(Entries taken from a collection)

- Opening Delimiter -

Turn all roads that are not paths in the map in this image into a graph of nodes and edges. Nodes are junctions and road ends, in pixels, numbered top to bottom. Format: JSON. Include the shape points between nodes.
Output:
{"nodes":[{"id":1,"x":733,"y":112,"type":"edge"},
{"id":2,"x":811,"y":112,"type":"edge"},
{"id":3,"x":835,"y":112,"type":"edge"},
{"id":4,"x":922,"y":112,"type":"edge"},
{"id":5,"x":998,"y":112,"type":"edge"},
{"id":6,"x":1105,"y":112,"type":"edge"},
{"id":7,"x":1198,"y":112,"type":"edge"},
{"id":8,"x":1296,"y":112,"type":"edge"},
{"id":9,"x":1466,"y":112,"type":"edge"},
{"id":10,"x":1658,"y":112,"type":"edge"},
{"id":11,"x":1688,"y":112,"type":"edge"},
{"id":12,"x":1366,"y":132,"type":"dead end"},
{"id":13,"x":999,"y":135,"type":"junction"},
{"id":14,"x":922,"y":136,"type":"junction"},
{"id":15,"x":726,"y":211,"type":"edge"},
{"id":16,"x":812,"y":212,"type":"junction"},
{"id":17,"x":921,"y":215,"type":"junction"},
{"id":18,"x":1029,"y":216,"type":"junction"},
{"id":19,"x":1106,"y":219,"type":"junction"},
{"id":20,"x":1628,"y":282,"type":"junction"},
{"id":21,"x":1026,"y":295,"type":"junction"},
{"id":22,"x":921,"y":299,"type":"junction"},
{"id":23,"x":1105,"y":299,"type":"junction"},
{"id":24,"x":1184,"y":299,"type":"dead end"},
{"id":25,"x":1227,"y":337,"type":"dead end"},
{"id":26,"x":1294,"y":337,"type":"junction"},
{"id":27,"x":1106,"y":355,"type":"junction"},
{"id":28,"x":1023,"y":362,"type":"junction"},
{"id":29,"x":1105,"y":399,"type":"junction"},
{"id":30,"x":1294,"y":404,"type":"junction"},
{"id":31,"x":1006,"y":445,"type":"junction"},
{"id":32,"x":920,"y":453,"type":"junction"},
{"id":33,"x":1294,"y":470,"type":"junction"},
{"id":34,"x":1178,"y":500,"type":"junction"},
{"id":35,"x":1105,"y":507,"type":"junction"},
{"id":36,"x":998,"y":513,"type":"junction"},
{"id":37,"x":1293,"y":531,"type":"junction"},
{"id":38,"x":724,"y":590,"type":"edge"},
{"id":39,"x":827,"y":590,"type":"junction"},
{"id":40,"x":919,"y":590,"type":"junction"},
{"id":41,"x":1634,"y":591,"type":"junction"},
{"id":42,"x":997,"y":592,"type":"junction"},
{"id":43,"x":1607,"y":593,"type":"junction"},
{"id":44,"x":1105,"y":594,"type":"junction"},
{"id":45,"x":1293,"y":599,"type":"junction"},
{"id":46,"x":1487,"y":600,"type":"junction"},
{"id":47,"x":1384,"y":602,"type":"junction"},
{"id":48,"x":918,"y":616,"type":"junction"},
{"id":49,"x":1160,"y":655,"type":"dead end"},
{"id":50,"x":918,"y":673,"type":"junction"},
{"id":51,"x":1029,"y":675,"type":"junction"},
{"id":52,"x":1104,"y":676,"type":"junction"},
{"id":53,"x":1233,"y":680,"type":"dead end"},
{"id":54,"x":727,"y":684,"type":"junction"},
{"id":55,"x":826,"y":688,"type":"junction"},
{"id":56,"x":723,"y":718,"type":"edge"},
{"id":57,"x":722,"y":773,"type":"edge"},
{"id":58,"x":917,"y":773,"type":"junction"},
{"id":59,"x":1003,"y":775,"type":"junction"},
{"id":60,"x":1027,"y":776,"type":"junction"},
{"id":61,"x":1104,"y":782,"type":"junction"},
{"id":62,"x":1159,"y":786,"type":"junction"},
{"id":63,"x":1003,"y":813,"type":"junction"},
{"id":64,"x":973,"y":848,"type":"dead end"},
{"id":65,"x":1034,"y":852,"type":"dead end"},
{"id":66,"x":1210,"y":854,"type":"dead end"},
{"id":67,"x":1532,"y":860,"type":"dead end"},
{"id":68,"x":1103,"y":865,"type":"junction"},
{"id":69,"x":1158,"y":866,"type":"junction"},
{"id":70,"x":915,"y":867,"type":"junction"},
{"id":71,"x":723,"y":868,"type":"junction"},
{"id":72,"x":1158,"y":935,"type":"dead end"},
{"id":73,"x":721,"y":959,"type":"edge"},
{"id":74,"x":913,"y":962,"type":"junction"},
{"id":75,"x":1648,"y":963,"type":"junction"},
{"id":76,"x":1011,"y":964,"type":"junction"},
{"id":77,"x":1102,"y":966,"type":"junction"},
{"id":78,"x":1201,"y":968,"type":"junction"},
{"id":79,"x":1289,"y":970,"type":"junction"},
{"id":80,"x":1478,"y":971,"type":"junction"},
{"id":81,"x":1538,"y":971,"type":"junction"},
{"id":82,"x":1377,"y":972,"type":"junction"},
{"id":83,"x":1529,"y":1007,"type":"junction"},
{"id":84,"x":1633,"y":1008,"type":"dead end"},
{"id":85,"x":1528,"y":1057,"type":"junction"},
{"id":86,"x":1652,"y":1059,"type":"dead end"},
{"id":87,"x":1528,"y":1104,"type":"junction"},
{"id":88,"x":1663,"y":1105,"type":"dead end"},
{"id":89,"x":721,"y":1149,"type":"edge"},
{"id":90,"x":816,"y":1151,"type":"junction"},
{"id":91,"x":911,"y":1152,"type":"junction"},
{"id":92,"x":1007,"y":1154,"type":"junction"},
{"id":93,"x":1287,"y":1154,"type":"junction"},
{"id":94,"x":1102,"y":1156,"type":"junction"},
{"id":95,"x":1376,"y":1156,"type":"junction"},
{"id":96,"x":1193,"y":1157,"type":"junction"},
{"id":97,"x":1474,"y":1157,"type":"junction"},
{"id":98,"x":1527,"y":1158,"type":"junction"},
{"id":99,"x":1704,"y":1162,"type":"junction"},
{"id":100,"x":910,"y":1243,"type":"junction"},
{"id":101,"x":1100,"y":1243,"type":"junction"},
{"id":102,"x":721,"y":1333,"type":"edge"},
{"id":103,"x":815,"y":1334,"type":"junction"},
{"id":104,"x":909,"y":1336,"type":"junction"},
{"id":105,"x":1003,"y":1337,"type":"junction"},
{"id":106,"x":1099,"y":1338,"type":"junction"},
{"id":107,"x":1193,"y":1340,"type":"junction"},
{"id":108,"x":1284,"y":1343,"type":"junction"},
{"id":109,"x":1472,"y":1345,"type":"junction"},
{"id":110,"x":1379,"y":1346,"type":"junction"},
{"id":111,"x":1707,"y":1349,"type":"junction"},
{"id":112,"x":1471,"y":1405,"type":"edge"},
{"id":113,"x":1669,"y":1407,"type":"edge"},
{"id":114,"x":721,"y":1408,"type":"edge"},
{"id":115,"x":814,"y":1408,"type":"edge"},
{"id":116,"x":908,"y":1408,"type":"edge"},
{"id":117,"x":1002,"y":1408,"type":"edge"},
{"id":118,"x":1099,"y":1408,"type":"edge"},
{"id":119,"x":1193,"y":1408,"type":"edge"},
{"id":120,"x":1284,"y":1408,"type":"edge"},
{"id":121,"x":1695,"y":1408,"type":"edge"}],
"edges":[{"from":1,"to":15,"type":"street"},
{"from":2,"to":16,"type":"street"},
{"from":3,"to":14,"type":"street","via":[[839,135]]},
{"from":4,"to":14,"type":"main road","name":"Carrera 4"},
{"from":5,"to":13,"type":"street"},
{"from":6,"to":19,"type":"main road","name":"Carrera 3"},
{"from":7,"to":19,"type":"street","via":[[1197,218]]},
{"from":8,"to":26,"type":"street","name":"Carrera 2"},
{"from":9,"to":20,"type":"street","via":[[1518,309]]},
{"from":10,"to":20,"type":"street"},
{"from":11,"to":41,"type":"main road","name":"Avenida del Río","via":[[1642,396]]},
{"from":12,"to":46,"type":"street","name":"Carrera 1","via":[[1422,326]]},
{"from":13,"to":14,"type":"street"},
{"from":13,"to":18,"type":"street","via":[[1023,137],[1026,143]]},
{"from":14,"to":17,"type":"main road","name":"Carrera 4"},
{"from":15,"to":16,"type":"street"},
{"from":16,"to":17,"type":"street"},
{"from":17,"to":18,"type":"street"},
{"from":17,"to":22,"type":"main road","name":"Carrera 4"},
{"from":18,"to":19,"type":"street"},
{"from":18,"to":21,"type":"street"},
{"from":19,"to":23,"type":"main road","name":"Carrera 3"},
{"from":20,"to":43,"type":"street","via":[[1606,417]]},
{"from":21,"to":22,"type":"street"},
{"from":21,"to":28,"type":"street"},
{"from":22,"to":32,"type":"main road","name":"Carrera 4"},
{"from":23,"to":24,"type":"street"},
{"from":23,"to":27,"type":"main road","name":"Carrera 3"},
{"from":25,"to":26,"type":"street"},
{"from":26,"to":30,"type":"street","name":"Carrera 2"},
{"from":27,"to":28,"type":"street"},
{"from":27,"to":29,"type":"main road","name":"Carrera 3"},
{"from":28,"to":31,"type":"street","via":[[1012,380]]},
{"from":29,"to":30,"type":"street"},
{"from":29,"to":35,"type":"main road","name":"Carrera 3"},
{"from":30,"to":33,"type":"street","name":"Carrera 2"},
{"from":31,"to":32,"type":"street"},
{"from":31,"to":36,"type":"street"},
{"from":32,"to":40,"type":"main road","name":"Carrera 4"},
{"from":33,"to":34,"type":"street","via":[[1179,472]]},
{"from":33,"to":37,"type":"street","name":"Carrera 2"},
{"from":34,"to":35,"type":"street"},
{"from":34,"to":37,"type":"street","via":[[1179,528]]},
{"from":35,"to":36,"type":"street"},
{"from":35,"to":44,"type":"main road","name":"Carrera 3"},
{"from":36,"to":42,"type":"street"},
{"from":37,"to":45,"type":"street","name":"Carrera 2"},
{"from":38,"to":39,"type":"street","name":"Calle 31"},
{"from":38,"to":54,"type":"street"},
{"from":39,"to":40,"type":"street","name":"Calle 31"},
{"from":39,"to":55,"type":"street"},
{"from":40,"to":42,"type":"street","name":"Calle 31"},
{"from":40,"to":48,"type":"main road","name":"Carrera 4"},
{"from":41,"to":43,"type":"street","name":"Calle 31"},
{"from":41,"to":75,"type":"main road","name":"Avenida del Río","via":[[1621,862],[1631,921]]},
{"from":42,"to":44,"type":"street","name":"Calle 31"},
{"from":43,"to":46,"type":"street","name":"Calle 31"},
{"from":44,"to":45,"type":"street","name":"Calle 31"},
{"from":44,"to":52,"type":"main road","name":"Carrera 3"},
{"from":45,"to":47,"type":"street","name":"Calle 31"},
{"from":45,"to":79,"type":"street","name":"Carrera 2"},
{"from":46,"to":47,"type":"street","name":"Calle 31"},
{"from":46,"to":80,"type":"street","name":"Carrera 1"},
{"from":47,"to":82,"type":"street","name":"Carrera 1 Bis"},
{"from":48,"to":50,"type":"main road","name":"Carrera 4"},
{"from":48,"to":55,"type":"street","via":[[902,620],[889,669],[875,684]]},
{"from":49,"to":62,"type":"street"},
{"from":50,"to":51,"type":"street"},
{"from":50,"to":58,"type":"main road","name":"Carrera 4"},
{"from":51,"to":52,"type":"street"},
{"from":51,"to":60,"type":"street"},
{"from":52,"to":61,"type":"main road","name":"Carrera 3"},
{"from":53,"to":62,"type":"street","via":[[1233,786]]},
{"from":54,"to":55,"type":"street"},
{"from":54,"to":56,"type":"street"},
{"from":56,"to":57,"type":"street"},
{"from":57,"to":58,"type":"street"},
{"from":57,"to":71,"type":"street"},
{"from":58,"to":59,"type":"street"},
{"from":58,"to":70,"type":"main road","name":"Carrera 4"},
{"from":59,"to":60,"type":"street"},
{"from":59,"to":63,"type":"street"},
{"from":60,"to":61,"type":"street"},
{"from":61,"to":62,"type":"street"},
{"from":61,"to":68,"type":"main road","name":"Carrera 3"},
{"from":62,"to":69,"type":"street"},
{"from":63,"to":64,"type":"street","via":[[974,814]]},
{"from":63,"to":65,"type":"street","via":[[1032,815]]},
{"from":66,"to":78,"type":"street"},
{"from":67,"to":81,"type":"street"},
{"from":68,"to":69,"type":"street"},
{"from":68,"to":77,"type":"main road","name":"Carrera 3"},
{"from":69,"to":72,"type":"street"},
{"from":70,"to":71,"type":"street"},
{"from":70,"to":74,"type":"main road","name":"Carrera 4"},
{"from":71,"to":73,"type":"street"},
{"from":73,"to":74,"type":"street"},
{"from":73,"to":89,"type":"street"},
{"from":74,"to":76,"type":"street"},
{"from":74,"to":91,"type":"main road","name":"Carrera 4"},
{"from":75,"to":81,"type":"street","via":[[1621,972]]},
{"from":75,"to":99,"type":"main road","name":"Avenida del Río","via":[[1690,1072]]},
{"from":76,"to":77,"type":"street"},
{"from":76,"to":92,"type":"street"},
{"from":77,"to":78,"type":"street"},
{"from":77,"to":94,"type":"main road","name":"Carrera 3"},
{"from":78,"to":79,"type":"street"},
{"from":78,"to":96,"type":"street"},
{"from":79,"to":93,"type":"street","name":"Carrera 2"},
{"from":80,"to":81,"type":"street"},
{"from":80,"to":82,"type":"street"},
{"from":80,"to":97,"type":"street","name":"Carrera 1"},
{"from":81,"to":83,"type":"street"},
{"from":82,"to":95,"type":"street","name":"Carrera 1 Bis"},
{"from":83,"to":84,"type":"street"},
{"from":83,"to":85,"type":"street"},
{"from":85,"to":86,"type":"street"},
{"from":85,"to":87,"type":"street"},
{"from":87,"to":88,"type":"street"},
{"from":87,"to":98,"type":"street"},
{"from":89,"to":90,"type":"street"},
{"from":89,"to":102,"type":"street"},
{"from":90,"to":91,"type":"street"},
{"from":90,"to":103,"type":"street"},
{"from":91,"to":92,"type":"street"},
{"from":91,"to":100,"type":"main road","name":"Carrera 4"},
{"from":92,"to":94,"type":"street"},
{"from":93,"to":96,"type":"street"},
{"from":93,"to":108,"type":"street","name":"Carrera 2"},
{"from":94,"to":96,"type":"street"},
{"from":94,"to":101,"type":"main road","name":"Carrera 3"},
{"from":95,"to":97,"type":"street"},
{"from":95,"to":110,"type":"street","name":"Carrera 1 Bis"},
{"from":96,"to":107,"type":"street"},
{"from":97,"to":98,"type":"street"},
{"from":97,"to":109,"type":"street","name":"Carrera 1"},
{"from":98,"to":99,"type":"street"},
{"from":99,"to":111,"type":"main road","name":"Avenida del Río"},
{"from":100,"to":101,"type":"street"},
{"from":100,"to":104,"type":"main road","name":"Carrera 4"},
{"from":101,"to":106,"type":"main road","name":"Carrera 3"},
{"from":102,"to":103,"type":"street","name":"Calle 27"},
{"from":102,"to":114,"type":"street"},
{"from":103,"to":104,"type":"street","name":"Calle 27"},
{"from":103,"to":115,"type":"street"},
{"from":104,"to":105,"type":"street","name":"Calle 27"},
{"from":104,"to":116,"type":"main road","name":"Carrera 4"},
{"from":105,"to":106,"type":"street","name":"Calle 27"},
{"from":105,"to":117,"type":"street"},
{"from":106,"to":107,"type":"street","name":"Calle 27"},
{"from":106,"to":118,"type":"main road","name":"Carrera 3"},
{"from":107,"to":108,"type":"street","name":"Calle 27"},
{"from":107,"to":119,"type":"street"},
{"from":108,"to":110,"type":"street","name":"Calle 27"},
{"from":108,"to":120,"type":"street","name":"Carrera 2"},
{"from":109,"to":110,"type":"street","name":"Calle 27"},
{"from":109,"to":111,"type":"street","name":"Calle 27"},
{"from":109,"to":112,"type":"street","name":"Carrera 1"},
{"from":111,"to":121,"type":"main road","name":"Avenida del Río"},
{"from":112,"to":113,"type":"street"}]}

- Closing Delimiter -

### WORK REQUEST
All lines of the records containing "nodes" should be shown.

### OUTPUT OF THE TASK
Turn all roads that are not paths in the map in this image into a graph of nodes and edges. Nodes are junctions and road ends, in pixels, numbered top to bottom. Format: JSON. Include the shape points between nodes.
{"nodes":[{"id":1,"x":733,"y":112,"type":"edge"},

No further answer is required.